Reena memperhatikan cara Danish opening, menyapa clientnya. Ia menduga, sepertinya Danish mempunyai dua kepribadian yang gak gampang untuk ditebak. Wangi parfumnya sangat tercium hangat. Reena hanya diam sambil menatap Danish tak berhenti.

"Gue tau, gue ganteng." Ucap Danish disela-sela perjalanan. Reena tak sadar, Danish sudah selesai opening dan sekarang duduk disebelahnya. Reena yang sedari tadi memperhatikan Danish malah berubah melamun. Entah apa yang sedang Reena pikirkan.

Hah? Apa? Apa kata Danish barusan? Ganteng? Pikirnya.

"Gak ada yang bilang lo jelek." Balas Reena. "Oh, kalau gitu biasa aja ngeliatinnya. Ntar lo ngefans lagi sama gue." Sahutnya, dan Reena hanya berdecak malas.

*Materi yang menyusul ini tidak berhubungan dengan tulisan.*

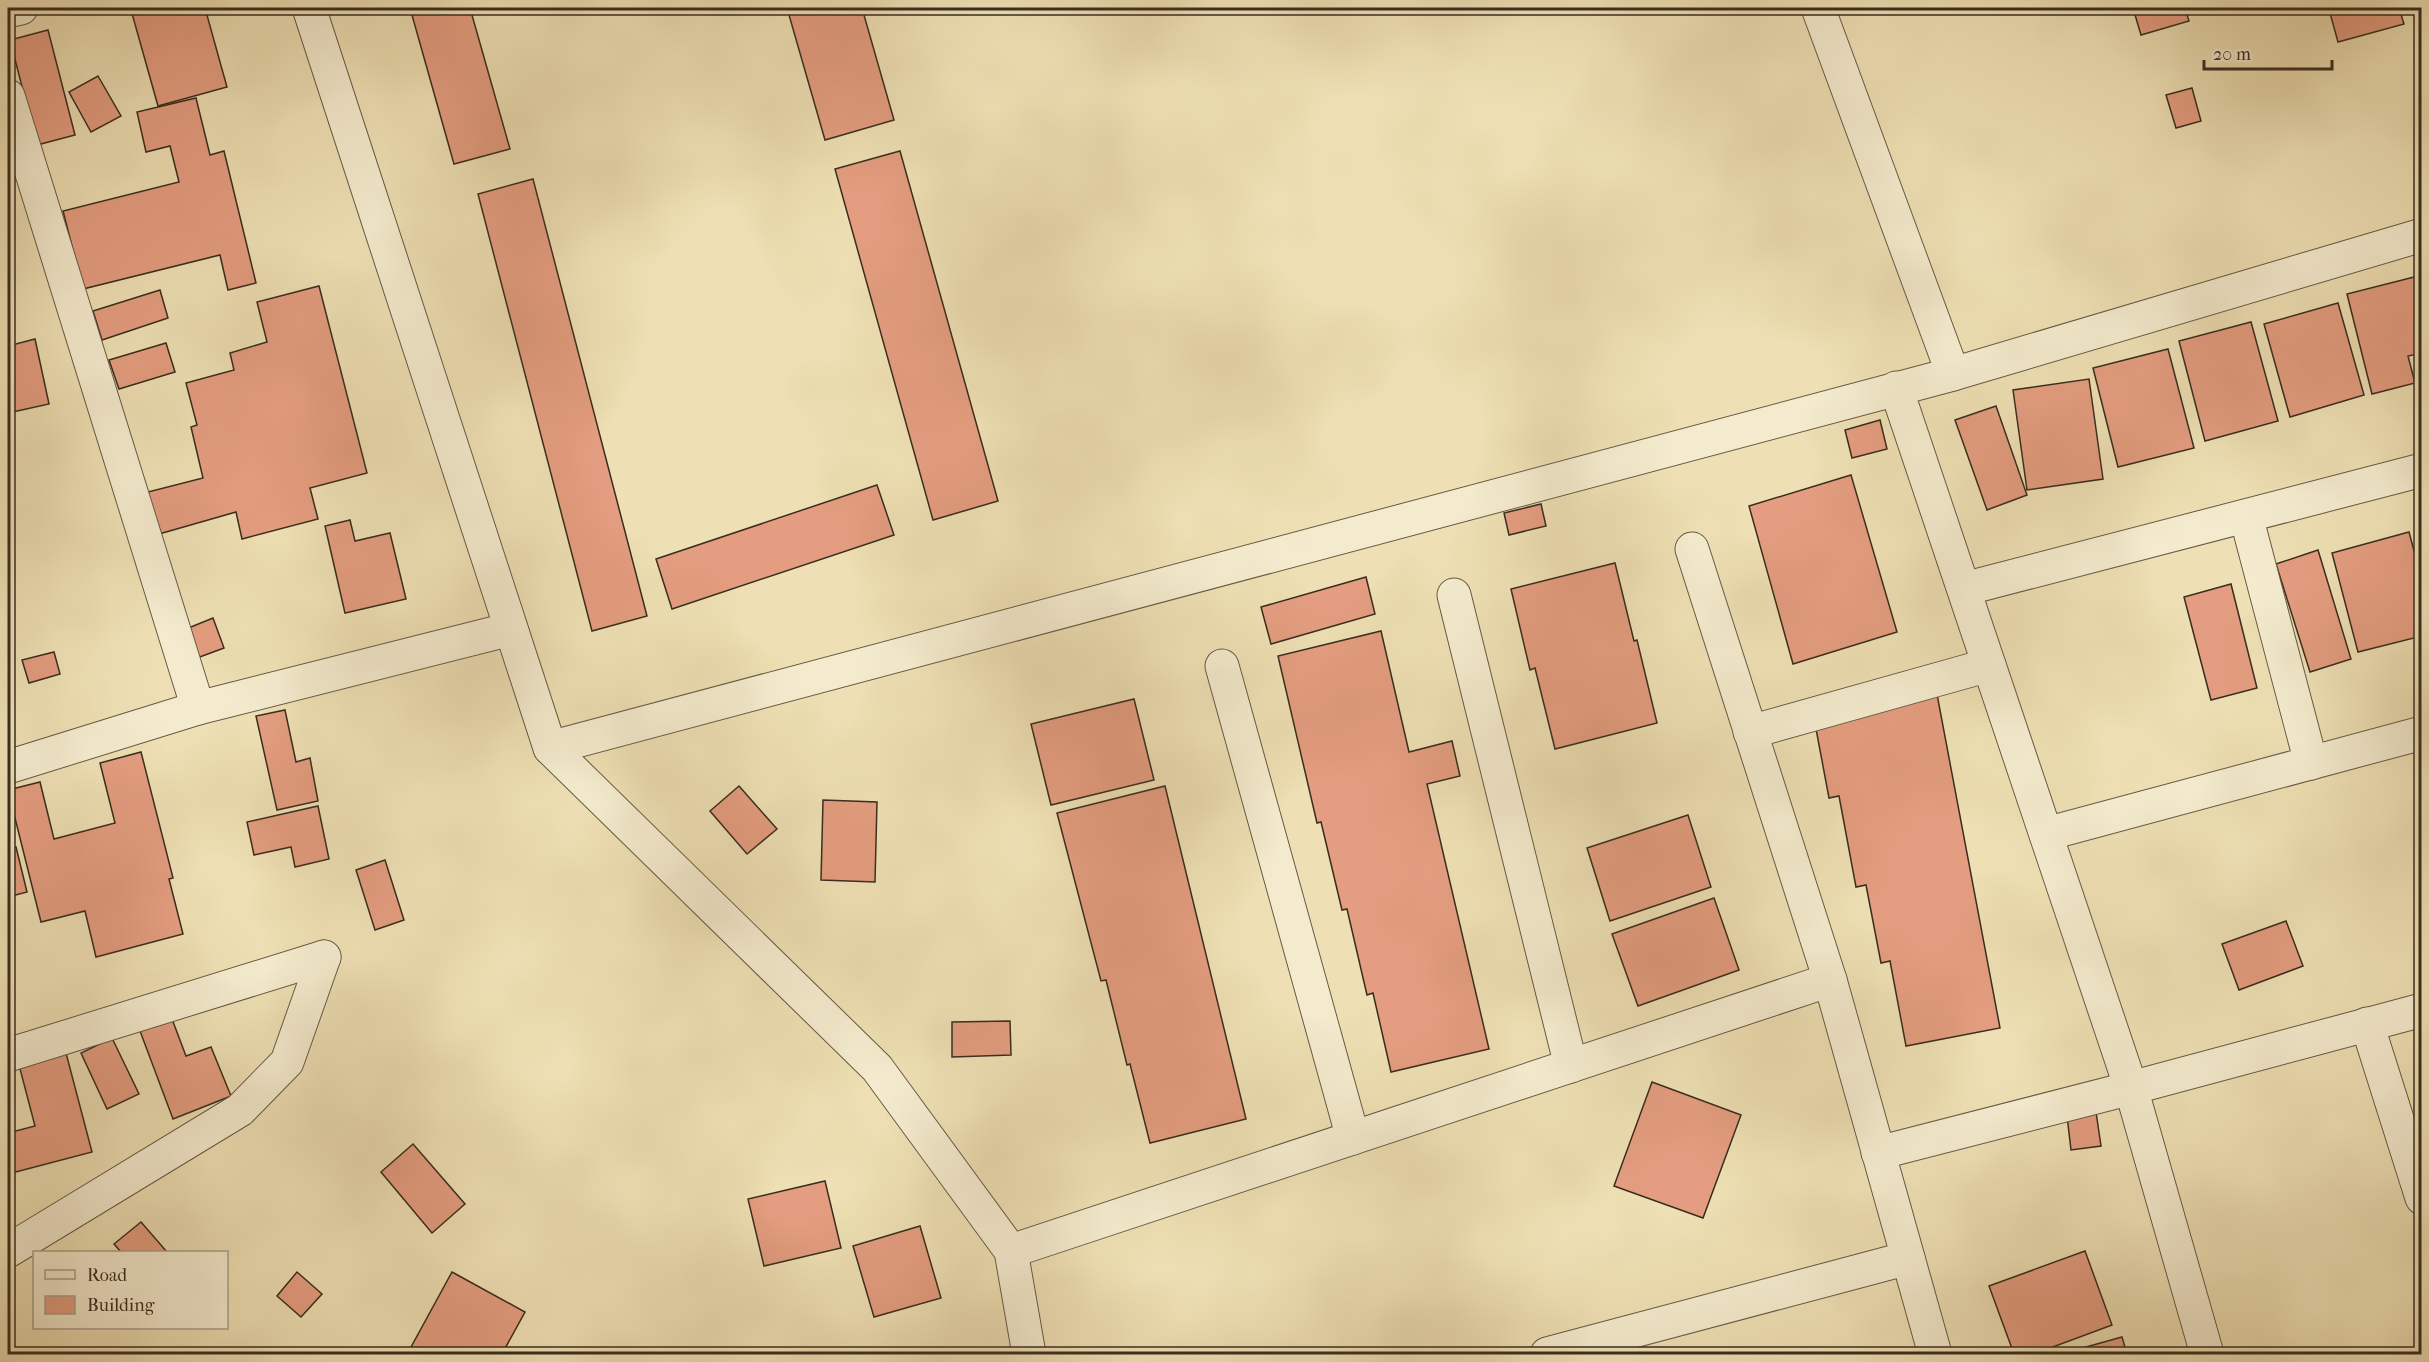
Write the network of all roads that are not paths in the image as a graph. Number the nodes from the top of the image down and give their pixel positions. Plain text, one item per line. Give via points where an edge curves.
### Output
1 (21, 8) edge
2 (309, 8) edge
3 (1818, 8) edge
4 (8, 11) edge
5 (8, 96) edge
6 (2421, 235) edge
7 (1953, 374) junction
8 (1896, 388) junction
9 (2421, 470) edge
10 (2246, 516) junction
11 (1692, 549) dead end
12 (1964, 589) junction
13 (1454, 595) dead end
14 (511, 629) junction
15 (1989, 665) junction
16 (1222, 666) dead end
17 (198, 708) junction
18 (1750, 732) junction
19 (2421, 733) edge
20 (550, 748) junction
21 (2311, 763) junction
22 (8, 767) edge
23 (2046, 834) junction
24 (1830, 980) junction
25 (2421, 1010) edge
26 (2367, 1024) junction
27 (8, 1055) edge
28 (1571, 1066) junction
29 (2131, 1088) junction
30 (1353, 1138) junction
31 (1878, 1153) junction
32 (2421, 1198) edge
33 (8, 1251) edge
34 (1011, 1251) junction
35 (1908, 1258) junction
36 (1029, 1354) edge
37 (1547, 1354) edge
38 (1935, 1354) edge
39 (2206, 1354) edge

1 - 4 street
2 - 14 street
3 - 7 street
5 - 17 street
6 - 7 street
7 - 8 street
8 - 12 street
8 - 20 street
9 - 10 street
10 - 12 street
10 - 21 street
11 - 18 street
12 - 15 street
13 - 28 street
14 - 17 street
14 - 20 street
15 - 18 street
15 - 23 street
16 - 30 street
17 - 22 street
18 - 24 street
19 - 21 street
20 - 34 street via 877,1068
21 - 23 street
23 - 29 street
24 - 28 street
24 - 31 street
25 - 26 street
26 - 29 street
26 - 32 street
27 - 33 street via 324,957 287,1062 240,1110
28 - 30 street
29 - 31 street
29 - 39 street
30 - 34 street
31 - 35 street
34 - 36 street
35 - 37 street
35 - 38 street

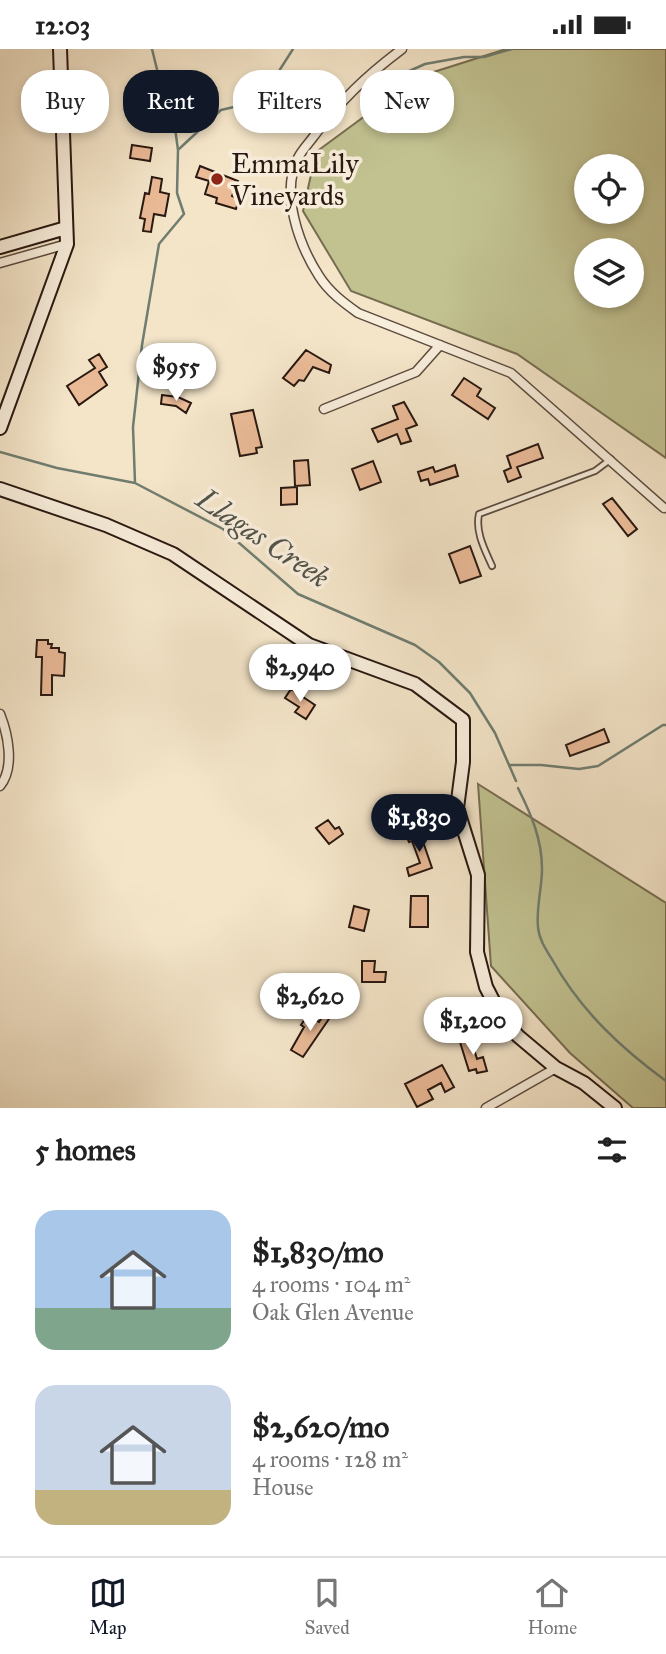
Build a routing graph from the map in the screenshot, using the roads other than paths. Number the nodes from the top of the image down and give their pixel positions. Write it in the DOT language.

Entah perasaan apa yang sedang Reena rasakan sekarang. Reena belum bisa menerima kepergian Cakra, disamping itu ada Danish yang dekat dengannya. Teman berbagi cerita, meskipun terkadang ia sangat menjengkelkan.

Reena pernah berkomitmen pada dirinya sendiri. Bahwa Reena tidak akan pernah kembali pada masa lalu nya. Menurut Reena, masa lalu ya tetap masa lalu. Tidak perlu ada perbaikan atau pengulangan. Kalau saja ia balik ke masa lalu nya, sama saja ia masuk ke lubang yang sama untuk kedua kalinya. Reena tidak mau hal itu terjadi.

Tiba-tiba ponsel Reena berdering, pemberitahuan Line telah masuk pukul 10 pagi.

Cakra: Reen?

Ponsel yang sedang Reena pegang jatuh. Mata Reena membulat cepat. Tangan Reena seketika bergetar hebat. Darah Reena seolah berhenti mengalir. Keringat sukses membanjiri tubuh Reena sekarang. Nafasnya terasa sesak melihat pesan dari Cakra.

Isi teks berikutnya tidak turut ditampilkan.